Work instructions:
Copy every line from the data below in which the string "node" can be found.

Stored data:
□ □ □

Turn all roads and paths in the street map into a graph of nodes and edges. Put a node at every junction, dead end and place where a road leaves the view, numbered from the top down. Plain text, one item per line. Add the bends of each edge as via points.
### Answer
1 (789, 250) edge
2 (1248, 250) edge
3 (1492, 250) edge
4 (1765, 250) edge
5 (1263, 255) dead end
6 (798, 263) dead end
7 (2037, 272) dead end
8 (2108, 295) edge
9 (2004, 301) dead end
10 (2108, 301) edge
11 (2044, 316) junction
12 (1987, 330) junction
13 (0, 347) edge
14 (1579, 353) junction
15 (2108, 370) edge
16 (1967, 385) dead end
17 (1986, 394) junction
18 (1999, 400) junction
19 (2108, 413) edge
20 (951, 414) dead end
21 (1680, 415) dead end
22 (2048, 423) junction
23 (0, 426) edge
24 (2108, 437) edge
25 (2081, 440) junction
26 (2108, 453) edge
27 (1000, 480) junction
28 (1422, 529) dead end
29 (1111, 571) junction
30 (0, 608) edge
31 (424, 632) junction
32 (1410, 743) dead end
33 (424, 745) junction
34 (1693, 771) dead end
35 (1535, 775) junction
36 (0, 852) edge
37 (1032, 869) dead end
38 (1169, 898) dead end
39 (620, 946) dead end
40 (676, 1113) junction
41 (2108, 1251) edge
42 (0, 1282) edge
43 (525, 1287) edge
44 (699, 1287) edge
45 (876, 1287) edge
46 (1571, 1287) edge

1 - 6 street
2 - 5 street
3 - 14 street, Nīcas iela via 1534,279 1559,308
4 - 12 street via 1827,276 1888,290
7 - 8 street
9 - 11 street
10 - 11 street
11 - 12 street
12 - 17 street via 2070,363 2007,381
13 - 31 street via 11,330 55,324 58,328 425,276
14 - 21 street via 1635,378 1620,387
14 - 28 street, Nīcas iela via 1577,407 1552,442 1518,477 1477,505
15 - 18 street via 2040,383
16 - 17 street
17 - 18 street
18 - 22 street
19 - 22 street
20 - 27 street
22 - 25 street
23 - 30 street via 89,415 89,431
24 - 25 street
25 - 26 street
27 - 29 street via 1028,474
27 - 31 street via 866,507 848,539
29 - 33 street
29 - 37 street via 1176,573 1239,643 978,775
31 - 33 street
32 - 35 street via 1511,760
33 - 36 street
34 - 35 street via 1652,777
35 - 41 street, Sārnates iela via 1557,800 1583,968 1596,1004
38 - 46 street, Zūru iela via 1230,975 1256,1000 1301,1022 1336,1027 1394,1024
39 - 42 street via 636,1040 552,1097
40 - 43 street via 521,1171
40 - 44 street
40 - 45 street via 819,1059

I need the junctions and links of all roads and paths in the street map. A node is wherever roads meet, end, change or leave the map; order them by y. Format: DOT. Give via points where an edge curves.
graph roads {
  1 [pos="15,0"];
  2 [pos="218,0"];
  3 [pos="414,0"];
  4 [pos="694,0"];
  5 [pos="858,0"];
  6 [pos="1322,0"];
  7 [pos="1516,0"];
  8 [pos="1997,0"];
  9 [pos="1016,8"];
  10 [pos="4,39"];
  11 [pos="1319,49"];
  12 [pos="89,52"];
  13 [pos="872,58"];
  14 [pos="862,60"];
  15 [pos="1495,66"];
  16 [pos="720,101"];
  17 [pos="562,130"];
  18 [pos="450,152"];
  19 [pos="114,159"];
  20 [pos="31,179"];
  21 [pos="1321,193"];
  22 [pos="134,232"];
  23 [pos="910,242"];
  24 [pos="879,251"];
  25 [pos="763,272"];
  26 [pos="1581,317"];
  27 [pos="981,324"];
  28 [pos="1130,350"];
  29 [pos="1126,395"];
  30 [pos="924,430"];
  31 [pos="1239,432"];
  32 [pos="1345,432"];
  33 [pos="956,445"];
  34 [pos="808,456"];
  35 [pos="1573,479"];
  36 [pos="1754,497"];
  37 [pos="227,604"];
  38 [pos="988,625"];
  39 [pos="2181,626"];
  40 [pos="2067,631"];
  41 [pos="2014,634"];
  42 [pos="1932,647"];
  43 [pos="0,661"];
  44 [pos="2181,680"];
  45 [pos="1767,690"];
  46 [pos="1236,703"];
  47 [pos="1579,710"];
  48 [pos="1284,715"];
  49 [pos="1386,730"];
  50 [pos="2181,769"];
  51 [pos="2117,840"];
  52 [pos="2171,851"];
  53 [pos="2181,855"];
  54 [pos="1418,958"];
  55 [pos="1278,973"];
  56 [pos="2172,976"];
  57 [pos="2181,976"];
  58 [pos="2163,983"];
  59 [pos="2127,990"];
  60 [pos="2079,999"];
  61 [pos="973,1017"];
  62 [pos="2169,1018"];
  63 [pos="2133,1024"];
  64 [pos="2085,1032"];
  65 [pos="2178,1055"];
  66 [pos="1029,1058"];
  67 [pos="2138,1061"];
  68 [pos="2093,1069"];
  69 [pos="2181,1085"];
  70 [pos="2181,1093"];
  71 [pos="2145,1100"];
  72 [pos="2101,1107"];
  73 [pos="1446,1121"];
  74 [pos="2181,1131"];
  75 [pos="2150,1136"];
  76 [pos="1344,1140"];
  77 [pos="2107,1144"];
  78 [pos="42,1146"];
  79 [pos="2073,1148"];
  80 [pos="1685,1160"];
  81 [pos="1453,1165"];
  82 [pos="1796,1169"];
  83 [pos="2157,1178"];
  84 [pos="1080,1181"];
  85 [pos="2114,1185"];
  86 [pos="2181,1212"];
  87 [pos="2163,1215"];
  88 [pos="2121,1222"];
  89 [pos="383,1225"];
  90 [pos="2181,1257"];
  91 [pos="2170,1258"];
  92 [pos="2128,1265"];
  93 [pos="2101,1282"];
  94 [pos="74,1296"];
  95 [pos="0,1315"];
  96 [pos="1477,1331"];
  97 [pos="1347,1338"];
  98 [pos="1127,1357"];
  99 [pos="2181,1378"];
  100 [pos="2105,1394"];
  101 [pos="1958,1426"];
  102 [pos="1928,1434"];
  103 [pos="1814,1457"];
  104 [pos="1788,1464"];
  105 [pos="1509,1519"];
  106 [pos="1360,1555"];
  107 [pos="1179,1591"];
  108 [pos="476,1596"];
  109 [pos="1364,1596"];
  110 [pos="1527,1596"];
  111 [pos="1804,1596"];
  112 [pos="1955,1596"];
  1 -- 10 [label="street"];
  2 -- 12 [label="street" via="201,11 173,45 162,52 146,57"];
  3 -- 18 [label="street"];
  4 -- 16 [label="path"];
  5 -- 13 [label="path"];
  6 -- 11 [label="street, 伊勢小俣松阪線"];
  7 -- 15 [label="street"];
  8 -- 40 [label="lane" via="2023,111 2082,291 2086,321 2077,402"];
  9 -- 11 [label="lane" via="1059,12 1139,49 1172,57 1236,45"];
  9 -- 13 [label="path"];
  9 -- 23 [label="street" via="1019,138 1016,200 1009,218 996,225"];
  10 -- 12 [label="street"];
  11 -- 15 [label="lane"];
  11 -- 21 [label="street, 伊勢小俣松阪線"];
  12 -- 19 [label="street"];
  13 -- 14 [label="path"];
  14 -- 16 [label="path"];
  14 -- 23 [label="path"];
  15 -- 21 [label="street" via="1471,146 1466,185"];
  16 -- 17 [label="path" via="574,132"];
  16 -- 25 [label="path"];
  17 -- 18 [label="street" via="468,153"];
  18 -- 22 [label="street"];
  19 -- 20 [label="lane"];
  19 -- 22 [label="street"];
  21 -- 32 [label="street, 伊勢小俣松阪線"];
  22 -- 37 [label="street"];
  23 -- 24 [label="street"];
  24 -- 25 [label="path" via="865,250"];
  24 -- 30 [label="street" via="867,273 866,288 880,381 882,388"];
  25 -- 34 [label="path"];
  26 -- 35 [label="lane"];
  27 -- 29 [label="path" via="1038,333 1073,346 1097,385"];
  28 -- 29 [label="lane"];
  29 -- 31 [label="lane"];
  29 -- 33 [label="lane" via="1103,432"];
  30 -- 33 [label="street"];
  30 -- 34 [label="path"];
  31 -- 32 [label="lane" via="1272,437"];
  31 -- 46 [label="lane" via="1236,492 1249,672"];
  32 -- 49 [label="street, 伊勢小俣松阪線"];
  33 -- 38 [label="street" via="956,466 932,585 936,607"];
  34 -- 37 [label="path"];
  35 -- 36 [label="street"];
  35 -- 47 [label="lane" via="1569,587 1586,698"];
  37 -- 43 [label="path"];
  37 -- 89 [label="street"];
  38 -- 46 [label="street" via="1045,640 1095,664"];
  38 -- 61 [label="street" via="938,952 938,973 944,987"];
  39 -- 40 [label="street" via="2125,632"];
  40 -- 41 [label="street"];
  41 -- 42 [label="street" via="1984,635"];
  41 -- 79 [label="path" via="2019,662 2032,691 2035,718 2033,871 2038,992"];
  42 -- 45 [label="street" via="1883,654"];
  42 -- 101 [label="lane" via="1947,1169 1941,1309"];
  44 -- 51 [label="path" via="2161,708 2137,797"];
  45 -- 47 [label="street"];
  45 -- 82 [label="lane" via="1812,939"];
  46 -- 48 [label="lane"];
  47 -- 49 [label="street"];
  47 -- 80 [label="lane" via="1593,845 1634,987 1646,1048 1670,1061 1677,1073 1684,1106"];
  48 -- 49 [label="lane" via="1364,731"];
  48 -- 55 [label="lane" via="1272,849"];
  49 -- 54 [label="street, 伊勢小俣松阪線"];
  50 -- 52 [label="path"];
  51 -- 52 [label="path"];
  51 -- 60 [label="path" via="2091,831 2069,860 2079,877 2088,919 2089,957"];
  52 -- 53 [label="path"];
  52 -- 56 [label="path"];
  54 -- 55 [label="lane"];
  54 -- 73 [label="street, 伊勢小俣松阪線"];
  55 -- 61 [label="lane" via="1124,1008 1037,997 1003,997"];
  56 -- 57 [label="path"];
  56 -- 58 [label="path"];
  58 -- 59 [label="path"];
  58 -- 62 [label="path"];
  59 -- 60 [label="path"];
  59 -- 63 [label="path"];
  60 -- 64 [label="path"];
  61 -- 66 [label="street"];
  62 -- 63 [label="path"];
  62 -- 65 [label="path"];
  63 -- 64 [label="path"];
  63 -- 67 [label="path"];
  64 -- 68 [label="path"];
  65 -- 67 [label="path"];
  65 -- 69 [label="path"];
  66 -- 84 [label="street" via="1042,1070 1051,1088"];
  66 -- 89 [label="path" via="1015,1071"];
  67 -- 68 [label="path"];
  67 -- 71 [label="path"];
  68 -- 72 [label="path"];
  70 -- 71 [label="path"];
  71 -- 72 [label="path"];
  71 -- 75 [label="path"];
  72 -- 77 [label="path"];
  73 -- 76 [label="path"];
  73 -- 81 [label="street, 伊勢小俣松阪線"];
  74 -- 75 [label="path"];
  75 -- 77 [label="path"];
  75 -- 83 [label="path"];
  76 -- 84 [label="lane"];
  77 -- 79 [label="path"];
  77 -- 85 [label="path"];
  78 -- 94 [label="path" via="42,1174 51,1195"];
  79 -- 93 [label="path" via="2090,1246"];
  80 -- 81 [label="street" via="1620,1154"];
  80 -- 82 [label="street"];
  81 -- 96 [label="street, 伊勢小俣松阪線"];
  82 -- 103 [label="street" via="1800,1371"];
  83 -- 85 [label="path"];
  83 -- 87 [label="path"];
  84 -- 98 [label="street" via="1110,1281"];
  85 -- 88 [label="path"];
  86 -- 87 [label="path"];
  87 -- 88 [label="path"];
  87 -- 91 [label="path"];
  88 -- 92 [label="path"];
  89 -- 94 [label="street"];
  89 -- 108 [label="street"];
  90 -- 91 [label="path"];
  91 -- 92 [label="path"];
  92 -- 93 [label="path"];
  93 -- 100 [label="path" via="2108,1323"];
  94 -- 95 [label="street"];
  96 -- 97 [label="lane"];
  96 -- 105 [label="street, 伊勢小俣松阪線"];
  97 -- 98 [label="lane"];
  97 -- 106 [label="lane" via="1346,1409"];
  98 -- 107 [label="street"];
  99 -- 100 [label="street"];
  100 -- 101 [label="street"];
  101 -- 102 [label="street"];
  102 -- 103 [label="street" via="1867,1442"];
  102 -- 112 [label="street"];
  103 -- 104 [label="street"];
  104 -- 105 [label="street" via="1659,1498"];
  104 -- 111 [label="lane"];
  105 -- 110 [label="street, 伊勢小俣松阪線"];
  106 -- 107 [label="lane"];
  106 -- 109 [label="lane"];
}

□ □ □

Result for this task:
Turn all roads and paths in the street map into a graph of nodes and edges. Put a node at every junction, dead end and place where a road leaves the view, numbered from the top down. Plain text, one item per line. Add the bends of each edge as via points.
I need the junctions and links of all roads and paths in the street map. A node is wherever roads meet, end, change or leave the map; order them by y. Format: DOT. Give via points where an edge curves.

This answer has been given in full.